INPUT DATA:
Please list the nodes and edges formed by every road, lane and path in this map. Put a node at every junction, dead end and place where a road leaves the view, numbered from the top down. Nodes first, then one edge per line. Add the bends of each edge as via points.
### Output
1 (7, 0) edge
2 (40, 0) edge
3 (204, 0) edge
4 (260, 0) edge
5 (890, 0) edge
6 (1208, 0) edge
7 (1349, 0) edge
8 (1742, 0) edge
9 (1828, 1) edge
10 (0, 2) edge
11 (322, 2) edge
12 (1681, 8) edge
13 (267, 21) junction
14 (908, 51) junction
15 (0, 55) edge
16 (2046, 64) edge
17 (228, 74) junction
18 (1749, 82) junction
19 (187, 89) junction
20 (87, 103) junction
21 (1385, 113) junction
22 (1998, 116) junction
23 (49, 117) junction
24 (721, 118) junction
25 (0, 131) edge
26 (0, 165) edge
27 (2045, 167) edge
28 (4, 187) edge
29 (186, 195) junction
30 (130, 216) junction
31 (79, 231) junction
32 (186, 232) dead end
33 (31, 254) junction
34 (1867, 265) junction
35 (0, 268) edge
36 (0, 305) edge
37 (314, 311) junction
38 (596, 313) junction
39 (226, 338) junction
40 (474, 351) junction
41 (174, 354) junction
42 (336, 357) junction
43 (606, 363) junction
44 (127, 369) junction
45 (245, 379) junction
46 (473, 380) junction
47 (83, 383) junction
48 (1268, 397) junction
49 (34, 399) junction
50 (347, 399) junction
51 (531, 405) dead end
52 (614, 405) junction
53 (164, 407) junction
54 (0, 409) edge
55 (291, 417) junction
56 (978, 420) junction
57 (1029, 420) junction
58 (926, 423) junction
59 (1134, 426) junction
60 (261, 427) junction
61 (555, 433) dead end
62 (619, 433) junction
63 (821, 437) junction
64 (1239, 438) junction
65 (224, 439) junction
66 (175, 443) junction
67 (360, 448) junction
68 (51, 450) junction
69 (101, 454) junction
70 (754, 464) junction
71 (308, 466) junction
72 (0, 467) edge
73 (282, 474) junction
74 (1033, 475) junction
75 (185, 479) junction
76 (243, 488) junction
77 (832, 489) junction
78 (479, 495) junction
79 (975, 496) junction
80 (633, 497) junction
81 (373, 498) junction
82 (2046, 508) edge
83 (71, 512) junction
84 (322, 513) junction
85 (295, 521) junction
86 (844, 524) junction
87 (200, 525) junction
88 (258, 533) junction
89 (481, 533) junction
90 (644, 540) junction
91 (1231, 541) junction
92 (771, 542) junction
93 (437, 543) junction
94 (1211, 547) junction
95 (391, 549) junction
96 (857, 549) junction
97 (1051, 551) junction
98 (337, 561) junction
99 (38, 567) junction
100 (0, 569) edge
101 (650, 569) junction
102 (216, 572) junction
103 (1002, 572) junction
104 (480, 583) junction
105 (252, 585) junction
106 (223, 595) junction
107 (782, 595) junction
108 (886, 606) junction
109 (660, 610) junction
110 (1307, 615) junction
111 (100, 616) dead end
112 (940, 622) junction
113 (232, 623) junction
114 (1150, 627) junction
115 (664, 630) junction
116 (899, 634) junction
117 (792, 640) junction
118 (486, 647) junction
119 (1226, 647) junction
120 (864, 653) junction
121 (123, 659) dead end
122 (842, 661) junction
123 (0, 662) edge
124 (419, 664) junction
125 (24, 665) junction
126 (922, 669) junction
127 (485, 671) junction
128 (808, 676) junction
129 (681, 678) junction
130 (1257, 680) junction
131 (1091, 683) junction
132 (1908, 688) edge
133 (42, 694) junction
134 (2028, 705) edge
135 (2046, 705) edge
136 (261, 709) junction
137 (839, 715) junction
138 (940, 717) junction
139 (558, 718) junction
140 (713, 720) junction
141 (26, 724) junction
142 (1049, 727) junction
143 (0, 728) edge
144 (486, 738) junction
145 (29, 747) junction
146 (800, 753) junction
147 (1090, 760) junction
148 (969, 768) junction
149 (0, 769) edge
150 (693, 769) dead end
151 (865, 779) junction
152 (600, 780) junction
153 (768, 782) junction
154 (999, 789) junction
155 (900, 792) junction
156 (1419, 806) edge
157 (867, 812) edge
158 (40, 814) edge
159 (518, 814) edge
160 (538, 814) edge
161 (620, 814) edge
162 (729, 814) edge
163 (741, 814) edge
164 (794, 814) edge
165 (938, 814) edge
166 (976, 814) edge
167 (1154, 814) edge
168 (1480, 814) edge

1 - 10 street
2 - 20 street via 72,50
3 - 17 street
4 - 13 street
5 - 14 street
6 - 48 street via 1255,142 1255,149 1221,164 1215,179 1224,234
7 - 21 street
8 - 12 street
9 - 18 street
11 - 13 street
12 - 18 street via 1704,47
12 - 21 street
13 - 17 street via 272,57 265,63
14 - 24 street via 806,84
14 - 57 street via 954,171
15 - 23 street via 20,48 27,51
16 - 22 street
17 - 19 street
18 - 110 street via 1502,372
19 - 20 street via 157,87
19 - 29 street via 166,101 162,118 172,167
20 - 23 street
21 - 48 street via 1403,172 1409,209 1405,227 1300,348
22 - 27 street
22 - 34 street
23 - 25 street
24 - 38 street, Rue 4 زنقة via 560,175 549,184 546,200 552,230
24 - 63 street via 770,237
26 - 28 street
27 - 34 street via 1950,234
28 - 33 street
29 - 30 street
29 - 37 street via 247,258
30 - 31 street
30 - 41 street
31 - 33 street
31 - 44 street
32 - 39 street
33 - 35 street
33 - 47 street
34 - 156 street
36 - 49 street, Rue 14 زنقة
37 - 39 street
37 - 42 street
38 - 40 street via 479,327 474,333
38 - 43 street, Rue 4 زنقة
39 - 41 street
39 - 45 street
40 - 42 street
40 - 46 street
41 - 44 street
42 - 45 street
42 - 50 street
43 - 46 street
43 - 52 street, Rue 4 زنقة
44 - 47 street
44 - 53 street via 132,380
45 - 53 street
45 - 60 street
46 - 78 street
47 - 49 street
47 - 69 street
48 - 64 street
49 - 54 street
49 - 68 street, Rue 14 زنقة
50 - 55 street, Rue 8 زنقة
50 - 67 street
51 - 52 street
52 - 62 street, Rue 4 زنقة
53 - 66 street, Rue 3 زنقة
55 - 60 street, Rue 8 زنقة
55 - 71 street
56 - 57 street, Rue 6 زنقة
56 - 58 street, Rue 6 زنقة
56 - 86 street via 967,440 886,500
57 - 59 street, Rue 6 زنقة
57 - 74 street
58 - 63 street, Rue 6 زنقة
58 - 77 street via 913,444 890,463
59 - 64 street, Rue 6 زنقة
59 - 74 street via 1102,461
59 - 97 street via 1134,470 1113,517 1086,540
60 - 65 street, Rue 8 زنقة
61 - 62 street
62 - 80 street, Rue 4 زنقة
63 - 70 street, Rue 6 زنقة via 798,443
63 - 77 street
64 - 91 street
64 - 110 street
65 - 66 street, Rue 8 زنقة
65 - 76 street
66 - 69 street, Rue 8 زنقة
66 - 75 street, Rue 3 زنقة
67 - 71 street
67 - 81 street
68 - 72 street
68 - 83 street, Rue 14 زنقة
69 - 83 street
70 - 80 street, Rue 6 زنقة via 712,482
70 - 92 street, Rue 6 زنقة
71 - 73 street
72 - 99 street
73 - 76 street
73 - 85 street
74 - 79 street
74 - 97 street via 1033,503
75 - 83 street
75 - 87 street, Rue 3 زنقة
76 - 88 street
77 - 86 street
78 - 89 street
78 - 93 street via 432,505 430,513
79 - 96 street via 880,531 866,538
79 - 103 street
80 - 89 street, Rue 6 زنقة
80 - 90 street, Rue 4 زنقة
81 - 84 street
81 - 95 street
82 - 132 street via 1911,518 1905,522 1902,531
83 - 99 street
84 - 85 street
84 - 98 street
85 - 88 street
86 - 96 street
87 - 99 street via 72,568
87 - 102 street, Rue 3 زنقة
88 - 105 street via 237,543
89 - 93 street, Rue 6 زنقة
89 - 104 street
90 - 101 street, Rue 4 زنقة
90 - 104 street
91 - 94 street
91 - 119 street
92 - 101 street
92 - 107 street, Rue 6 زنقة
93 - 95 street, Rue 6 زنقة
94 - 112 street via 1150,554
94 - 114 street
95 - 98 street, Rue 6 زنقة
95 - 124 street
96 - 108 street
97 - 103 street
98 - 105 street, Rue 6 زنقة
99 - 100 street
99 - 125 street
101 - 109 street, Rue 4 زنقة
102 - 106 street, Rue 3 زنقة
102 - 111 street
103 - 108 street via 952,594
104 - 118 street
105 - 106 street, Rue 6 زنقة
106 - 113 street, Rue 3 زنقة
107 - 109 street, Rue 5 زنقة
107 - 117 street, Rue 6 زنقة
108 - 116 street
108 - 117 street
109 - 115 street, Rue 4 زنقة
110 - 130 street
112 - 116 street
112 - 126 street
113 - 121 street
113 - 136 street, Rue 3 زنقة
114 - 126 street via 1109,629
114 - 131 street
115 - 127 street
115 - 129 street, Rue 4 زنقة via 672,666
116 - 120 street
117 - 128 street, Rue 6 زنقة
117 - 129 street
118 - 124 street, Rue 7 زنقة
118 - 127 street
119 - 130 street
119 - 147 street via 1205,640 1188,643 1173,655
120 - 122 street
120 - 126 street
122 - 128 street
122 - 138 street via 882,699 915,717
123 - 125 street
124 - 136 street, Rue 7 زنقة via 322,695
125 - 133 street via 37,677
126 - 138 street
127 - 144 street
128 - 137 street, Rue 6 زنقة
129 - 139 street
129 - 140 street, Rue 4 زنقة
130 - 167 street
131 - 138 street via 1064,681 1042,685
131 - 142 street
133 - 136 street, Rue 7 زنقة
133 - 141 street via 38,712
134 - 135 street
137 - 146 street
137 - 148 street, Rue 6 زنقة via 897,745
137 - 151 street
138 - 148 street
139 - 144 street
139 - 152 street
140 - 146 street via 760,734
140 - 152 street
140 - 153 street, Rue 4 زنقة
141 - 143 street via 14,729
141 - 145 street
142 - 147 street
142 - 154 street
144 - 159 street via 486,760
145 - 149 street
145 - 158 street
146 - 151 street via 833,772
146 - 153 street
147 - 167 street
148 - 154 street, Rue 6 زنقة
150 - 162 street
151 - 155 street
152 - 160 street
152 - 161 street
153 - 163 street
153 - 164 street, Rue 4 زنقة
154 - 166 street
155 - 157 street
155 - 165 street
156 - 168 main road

EXERCISE INSTRUCTIONS: Note every line above where the string "dead" shows up, and copy those lines.

RESULT:
Please list the nodes and edges formed by every road, lane and path in this map. Put a node at every junction, dead end and place where a road leaves the view, numbered from the top down. Nodes first, then one edge per line. Add the bends of each edge as via points.
32 (186, 232) dead end
51 (531, 405) dead end
61 (555, 433) dead end
111 (100, 616) dead end
121 (123, 659) dead end
150 (693, 769) dead end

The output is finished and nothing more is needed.